Think peace: Program asks us to 'Imagine a World Without War'

The Baltimore Sun

Although the economy looms largest in the public consciousness now, issues of war and peace have hardly gone away - they never do, somehow. Those issues will be the focus of a presentation this weekend, part of the Tiffany Series at Brown Memorial Presbyterian Church.

"Imagine a World Without War" features music of diverse genres, as well as remarks by longtime peace activist Elizabeth McAlister, who, with her husband, the late Philip F. Berrigan, played a major role in the movement against the Vietnam War.

The musical portion includes Portrait of Peace, a five-movement work for horn, piano and percussion composed by Brian Prechtl, a percussionist in the Baltimore Symphony Orchestra.

"It's a very strong piece," says John Walker, organist and minister of music at Brown Memorial. "In the second movement, Mark Twain's 'The War Prayer' is read to the sound of a gong. The fourth movement asks how can we help change things, and the fifth offers a vision of peace. There will be projected images and texts during the performance."

Ugandan-born singer/songwriter Kinobe will perform with the group South Beat Africa and the Silver Spring-based vocalist and composer Wendy Lanxner.

"I'm excited about the event because it's a concert with a cause," Walker says. "Our church is deeply committed to the social good of the city and the world. We don't identify ourselves as Democrats, Republicans or Independents. We don't lobby for candidates. We lobby for the word of Jesus, who said 'love your enemies.' Peace is a Christian imperative."

The program is at 3 p.m. Sunday at Brown Memorial Presbyterian Church, 1316 Park Ave. Tickets are $5 and $15. Call 410-523-1542 or go to browndowntown.org.

Also on this season's Tiffany Series, named for the exquisite Tiffany windows at the church, is a performance of Mendelssohn's Elijah with combined choirs and veteran organist Fred Swann.

Baltimore Concert Opera

Brendan Cooke sang with the Baltimore Opera Company for nearly a decade, in more than 20 supporting roles and as a member of the chorus in the bass section. When the company filed for bankruptcy in December, canceling the rest of the season, Cooke lost gigs, but not his passion.

"Some friends were talking about how we were going to have some free time this spring," he says, "and the idea of forming our own opera company started, almost as a joke." That led to a serious result, the Baltimore Concert Opera, with Cooke as general director. Operas will be presented in an intimate setting, without sets, costumes or orchestra (only piano).

The inaugural work is Mozart's Don Giovanni, performed by a cast of local and imported singers and conducted by Anthony Barrese on March 25 at the Engineers Club (Garrett-Jacobs Mansion), 11 W. Mount Vernon Place. Call 410-591-1683 or go to baltimoreconcertopera.com.

Handy survival guide

Recently out in paperback is a book that should prove useful for any young, struggling instrumentalist.

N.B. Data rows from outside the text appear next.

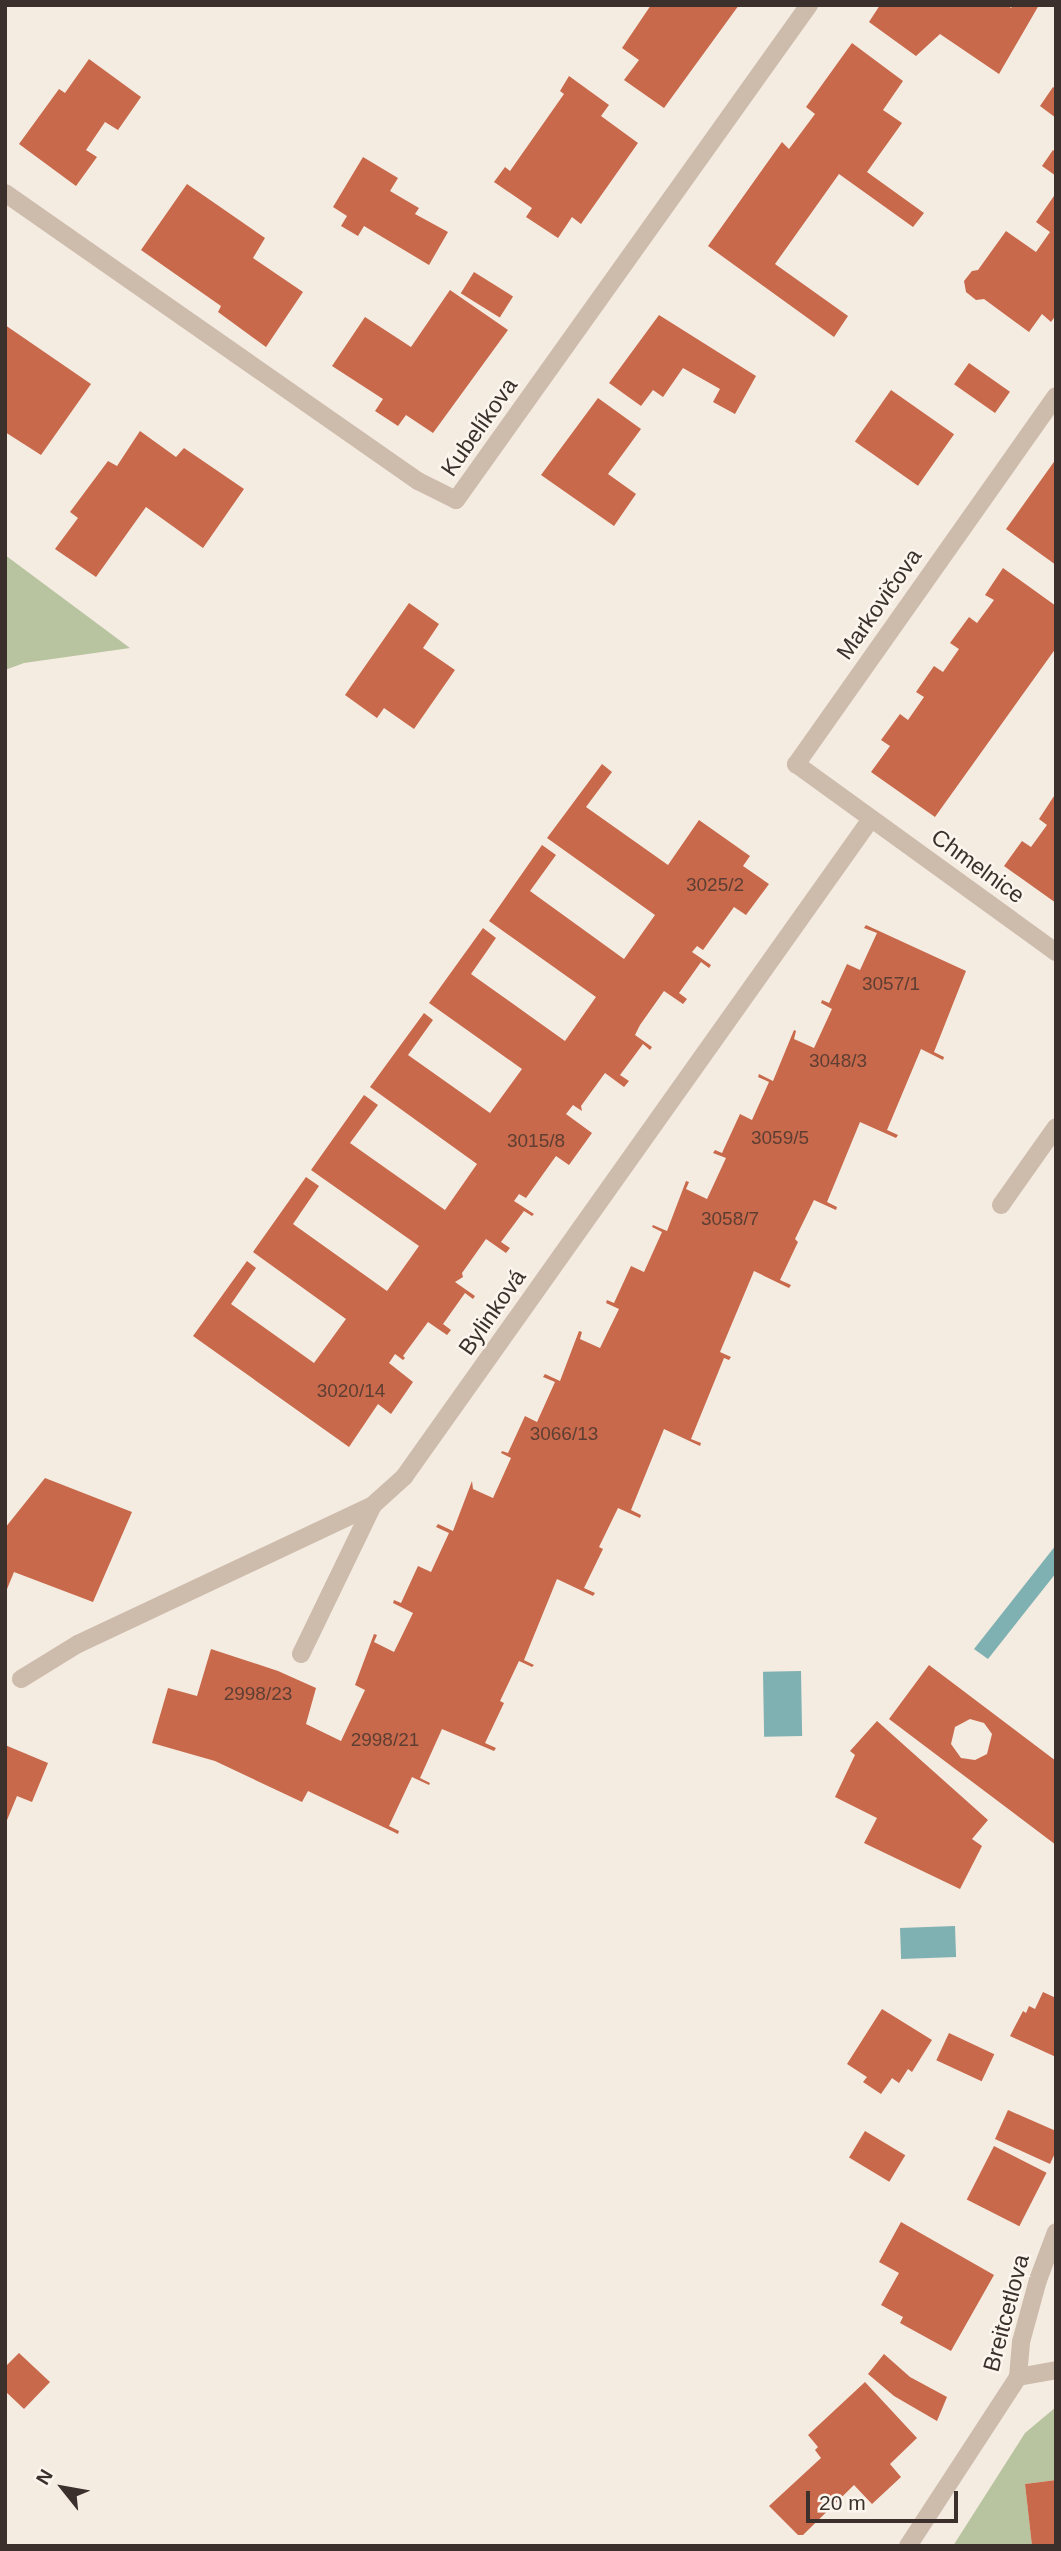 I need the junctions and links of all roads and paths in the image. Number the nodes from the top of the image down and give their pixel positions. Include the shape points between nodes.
1 (809, 5) edge
2 (5, 193) edge
3 (1056, 396) edge
4 (871, 820) junction
5 (1056, 952) edge
6 (1056, 1127) edge
7 (1001, 1205) dead end
8 (373, 1505) junction
9 (301, 1654) dead end
10 (21, 1679) dead end
11 (1056, 2232) edge
12 (1056, 2370) edge
13 (1018, 2377) junction
14 (908, 2546) edge

1 - 2 street, Kubelíkova via 456,500 418,481
3 - 4 street, Markovičova via 796,764
4 - 5 street, Chmelnice
4 - 8 street, Bylinková via 404,1477
6 - 7 street
8 - 9 street
8 - 10 street, Bylinková via 78,1644
11 - 13 street, Breitcetlova via 1021,2342
12 - 13 street
13 - 14 street, Breitcetlova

It's The Young Musician's Survival Guide: Tips from Teens and Pros by Amy Nathan (Oxford University Press $12.95).

There's a lot of sensible advice on choosing or switching instruments, practicing, getting over concert nerves, keeping music in your life even if you decide not to be a professional musician, etc. Nathan presents the material in a manner that is neither simplistic nor condescending, drawing on interviews with teenage players and some stellar musicians.

Insights into a variety of issues and reminiscences of their own youthful struggles and rewards come from the likes of conductors Marin Alsop and Gustavo Dudamel; violinists Hilary Hahn and Joshua Bell; pianist Andre Watts; clarinetist Richard Stoltzman; flutist James Galway; trumpeter Wynton Marsalis; and composer John Adams. Talk about sound advice.